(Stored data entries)
=== Section Start ===
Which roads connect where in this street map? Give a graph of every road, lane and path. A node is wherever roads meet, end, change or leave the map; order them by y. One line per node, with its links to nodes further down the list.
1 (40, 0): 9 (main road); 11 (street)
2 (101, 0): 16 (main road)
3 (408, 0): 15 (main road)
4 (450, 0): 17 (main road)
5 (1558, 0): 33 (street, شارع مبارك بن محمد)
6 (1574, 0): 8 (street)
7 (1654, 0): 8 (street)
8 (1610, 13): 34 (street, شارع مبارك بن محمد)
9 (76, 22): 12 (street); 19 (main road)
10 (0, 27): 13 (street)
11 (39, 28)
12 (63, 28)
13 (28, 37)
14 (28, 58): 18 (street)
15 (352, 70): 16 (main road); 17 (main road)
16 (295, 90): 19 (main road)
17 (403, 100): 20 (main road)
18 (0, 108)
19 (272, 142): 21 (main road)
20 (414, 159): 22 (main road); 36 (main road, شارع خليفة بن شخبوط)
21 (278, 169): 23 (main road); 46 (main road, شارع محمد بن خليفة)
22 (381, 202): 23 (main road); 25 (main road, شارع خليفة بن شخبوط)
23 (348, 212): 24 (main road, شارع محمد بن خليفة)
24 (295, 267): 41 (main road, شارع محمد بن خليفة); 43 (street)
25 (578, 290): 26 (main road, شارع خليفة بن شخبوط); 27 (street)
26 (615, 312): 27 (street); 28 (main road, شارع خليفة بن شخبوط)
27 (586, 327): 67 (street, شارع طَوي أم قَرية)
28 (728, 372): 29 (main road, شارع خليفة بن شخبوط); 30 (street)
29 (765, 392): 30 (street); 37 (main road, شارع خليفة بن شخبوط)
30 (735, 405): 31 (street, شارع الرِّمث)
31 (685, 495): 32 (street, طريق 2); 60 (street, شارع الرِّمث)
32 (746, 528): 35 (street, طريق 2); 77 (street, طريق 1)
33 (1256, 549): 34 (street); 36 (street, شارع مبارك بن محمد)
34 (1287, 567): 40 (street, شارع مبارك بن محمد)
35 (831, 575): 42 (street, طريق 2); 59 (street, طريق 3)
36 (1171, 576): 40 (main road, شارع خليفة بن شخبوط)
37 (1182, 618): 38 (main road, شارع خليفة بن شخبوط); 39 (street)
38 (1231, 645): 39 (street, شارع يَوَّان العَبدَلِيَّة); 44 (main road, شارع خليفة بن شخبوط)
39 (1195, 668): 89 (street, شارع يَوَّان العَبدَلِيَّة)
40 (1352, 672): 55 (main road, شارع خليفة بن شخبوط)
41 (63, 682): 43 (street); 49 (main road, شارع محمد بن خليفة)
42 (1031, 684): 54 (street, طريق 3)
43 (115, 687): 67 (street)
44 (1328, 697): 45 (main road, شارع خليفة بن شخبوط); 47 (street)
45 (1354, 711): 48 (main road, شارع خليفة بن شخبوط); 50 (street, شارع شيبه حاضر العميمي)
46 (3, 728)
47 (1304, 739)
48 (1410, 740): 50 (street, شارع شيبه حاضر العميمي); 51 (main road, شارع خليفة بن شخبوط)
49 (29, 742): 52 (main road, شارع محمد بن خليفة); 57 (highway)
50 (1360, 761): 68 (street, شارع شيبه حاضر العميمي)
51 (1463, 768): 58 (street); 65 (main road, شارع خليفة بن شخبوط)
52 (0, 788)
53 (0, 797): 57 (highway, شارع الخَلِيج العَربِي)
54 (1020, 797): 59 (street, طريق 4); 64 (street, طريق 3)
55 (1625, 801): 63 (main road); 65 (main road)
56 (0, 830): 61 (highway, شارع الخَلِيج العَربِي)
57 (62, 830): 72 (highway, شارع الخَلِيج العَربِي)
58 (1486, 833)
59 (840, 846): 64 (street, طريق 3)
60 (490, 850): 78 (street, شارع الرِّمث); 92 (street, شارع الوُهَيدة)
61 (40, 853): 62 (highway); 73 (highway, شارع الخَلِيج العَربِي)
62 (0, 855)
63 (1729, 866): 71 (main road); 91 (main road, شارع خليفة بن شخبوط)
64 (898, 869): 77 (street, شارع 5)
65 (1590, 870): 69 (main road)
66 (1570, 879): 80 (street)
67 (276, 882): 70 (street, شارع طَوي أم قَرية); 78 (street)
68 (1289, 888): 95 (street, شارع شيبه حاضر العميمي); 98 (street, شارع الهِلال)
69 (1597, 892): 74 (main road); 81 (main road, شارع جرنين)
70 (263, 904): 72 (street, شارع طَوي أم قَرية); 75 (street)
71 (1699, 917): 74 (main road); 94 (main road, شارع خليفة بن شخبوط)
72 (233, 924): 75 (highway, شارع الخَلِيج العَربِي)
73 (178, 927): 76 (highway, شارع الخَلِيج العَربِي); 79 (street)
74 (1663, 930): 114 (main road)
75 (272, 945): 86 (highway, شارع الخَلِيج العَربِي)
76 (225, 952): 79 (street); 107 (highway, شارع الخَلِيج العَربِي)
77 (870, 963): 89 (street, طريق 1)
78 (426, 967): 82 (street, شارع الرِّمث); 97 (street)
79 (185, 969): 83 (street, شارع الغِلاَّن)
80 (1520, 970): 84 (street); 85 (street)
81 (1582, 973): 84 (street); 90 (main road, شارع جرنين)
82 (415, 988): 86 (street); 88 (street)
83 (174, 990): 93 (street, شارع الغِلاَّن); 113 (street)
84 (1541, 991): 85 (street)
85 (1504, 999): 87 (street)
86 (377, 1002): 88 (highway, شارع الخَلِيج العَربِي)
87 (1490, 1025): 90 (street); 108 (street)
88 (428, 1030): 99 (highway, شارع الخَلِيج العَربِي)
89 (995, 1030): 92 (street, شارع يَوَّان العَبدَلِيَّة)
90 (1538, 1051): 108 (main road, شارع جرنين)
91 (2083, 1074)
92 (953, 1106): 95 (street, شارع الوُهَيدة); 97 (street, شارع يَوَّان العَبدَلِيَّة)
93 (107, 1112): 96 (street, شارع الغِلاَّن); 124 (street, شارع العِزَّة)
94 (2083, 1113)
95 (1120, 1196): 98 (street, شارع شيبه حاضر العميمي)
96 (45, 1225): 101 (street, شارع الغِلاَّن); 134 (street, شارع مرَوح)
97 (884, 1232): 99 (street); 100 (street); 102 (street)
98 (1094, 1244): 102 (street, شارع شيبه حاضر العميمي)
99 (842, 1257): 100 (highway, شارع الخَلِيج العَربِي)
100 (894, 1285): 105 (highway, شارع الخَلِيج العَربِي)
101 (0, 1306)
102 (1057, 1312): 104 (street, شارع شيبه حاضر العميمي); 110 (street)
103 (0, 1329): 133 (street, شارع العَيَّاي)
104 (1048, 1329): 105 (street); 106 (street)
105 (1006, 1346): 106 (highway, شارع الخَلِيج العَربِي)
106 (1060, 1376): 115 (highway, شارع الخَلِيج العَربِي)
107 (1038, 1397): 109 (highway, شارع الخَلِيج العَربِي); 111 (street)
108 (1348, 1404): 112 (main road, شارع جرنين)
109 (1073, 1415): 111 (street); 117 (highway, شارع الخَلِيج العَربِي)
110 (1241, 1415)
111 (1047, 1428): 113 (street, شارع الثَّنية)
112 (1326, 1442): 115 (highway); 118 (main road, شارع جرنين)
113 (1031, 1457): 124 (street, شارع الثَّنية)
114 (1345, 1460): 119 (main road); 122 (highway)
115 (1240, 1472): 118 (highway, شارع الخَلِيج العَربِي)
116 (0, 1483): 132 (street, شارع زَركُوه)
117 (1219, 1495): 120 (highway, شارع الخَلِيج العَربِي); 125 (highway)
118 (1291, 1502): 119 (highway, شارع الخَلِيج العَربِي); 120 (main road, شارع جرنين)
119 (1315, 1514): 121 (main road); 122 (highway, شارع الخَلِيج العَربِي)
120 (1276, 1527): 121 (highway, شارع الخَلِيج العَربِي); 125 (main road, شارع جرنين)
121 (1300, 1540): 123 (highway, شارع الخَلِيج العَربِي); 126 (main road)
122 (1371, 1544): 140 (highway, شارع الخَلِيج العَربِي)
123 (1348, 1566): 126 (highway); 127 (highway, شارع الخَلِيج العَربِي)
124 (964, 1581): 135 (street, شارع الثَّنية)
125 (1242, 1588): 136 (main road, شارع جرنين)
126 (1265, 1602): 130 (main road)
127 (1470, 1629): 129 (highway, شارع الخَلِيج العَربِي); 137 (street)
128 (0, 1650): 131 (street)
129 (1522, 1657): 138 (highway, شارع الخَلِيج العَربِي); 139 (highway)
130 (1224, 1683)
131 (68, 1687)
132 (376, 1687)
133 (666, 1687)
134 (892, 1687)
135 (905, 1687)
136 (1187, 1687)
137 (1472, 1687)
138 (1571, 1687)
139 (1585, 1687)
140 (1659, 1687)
=== Section End ===
**Work instruction:**
Work out how many lines in the preceding data include the word "طريق". State only that number.

**Response for this exercise:**
7